The woman was sitting very erect now, her eyes smouldering behind the gleaming glasses, her hands tightly clinched upon her knee.

"I knew that we must force the issue, then," Ferrars went on. "And Mr. Myers came over here to substantiate his client's claim to the Paisley estates, and to look up the pedigree, the past and present history, of the other claimants. How well he succeeded need not here be told. He did succeed."

Mrs. Latham had risen to her feet, and, for a moment, seemed struggling for composure, and the power to speak clearly.

"All this," she said then, "which is very strange, does not explain why you dispute my claim in favour of a dead man. As for this murder—if you have proved what you charge——"

"One moment," Ferrars broke in. "Let me add, in that connection, that one night one of my agents, in the character of a burglar, entered this woman's room at her hotel in Glenville. She found in a trunk, the veil from which the black fragment, found on the bush, was torn; and also a suit of boy's clothes. The veil she brought away, the clothes were given away to a poor woman only this morning, and she sold them to my agent. As for the man, he has been traced by the stolen watch and jewelled ornaments. He tried to sell, and did pawn, them in Chicago, in New York, and here in London. In fact the chain of evidence is complete; nothing more is needed to convict these two."

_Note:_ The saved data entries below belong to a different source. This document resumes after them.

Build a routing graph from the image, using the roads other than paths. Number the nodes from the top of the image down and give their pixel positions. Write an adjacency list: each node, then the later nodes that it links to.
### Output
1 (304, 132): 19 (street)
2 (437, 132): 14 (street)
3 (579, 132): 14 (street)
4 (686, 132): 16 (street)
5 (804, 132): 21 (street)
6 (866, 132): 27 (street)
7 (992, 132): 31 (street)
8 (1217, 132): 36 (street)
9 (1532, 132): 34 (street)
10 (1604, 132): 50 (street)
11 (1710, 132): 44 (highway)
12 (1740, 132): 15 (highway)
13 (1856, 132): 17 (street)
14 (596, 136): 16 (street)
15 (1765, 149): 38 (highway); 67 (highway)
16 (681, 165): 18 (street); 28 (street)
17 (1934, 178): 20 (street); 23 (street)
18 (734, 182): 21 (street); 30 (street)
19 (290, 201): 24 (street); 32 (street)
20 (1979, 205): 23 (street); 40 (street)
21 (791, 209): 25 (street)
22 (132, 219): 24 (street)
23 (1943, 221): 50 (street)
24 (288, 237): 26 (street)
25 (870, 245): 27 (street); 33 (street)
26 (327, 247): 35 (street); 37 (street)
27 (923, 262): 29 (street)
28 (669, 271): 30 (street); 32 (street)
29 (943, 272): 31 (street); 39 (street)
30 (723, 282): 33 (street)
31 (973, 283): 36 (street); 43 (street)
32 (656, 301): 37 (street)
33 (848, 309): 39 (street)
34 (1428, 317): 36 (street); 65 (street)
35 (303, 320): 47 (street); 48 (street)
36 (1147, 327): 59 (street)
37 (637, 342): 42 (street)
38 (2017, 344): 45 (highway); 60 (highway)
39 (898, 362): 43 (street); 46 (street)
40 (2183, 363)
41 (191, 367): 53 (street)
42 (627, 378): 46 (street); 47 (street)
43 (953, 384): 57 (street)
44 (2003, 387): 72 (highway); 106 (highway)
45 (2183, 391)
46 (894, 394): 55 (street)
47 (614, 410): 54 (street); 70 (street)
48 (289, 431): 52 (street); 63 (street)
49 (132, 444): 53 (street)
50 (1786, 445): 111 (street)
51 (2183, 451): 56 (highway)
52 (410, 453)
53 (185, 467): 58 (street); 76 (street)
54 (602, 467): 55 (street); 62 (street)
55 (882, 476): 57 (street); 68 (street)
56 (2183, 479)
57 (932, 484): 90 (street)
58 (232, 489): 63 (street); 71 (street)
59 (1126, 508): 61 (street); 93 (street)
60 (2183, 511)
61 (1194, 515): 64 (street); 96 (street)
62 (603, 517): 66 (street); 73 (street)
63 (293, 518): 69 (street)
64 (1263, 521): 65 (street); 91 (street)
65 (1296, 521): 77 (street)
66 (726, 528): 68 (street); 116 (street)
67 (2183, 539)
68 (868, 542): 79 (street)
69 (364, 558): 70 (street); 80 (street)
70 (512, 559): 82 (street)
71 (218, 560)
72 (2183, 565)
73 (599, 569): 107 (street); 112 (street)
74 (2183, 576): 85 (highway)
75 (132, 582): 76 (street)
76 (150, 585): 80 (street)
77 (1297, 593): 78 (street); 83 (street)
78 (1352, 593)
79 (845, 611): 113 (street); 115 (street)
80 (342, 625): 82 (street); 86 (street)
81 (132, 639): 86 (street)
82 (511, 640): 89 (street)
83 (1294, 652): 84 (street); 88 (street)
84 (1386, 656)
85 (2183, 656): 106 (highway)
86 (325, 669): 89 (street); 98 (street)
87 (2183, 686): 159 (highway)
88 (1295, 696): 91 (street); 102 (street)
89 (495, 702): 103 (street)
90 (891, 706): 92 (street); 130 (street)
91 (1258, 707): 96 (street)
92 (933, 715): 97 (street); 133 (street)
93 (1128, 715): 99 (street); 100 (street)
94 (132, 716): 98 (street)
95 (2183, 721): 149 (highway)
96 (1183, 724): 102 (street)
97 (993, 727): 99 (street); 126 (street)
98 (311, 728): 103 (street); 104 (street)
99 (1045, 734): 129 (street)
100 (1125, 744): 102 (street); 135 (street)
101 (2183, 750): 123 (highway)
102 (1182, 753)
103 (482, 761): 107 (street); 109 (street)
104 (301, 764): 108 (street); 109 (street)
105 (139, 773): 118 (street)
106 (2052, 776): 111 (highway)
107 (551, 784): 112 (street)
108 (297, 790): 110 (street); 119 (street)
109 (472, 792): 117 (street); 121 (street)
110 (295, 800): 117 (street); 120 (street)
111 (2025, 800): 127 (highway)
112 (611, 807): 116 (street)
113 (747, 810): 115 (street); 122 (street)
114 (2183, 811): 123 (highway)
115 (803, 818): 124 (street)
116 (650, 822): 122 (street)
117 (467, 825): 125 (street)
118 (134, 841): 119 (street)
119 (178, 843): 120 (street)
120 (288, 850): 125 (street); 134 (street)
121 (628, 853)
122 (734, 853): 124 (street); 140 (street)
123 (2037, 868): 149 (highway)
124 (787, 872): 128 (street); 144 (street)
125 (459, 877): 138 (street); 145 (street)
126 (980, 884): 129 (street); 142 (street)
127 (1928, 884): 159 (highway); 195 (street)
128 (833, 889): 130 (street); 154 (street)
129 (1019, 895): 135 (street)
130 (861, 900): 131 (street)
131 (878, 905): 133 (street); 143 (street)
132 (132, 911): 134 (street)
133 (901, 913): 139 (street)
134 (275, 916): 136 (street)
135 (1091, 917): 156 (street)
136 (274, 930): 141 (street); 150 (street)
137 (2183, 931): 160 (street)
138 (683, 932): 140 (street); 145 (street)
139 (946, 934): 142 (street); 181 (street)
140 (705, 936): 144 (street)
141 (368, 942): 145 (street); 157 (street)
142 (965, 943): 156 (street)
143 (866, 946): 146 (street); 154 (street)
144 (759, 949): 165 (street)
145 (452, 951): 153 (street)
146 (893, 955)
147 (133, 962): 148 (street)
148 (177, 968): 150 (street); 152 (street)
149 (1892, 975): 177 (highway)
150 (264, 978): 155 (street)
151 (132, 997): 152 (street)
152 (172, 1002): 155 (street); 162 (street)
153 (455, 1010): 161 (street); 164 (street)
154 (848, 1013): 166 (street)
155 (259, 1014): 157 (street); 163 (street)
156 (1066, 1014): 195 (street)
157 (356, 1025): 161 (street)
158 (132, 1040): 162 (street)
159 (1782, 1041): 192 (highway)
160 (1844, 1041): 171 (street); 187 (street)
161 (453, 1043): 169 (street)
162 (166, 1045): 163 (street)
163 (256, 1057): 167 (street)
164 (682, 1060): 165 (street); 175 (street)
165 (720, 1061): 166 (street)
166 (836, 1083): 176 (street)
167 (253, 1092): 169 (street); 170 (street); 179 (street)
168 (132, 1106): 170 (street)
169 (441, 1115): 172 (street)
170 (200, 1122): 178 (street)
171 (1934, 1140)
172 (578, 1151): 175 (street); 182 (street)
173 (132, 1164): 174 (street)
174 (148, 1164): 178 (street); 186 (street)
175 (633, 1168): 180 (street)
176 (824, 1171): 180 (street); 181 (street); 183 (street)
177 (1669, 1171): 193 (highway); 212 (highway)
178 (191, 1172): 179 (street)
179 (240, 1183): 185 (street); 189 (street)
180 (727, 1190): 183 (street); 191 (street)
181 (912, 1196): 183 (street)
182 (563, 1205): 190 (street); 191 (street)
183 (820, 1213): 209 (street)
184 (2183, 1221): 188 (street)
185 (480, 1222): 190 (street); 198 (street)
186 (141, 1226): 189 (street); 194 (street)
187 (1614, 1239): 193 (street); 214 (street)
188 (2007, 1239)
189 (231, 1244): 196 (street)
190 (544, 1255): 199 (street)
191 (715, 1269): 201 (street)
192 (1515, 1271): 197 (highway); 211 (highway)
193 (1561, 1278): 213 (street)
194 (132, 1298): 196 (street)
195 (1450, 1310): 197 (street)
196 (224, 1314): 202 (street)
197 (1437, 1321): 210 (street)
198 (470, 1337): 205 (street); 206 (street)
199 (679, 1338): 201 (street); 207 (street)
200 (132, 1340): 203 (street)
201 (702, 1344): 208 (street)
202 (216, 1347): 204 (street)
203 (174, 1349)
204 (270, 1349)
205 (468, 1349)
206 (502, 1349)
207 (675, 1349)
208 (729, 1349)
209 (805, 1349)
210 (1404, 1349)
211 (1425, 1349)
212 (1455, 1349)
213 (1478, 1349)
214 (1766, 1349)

The woman's face was white and set. "After all," she said in a hollow voice, "you have not proved that the Paisley estate is not mine by right. Mr. Brierly, the elder, being dead!"

"Even so, the second wife of Gaston Latham cannot inherit, and her brother, even in the character of brother-in-law, cannot share the inheritance. One moment," for the woman seemed about to speak. "Let me end this. Last night, in room number eight at a certain café, I heard the plotters in conference, and I know that the daughter of Mrs. Cramer, who would have inherited after the Brierlys, is dead. The game is up, Mr. Harry Levey. You and your sister have aimed two heavy strokes at the happiness of two noble women, and the lives of two good men, but the final stroke is mine! And now, Mrs. Jamieson, if that is——" He did not finish the sentence. The man Levey had drawn closer and closer to the inner door, while Ferrars spoke, and now with a swift spring he hurled himself against it, plunged forward and would have fallen had not Ferrars, always alert, bounded after him, and caught him as he fell. For the inner door had opened suddenly, at his touch, and when Ferrars drew the now struggling man backward, and away from it, the others in the room saw, in the doorway, a man and woman side by side.

At sight of Robert Brierly's face the woman, who had faced the ordeal of denunciation and conviction almost without a quiver, threw up her hands, and uttering a shrill scream, a cry of mortal terror and anguish, fell forward upon her face.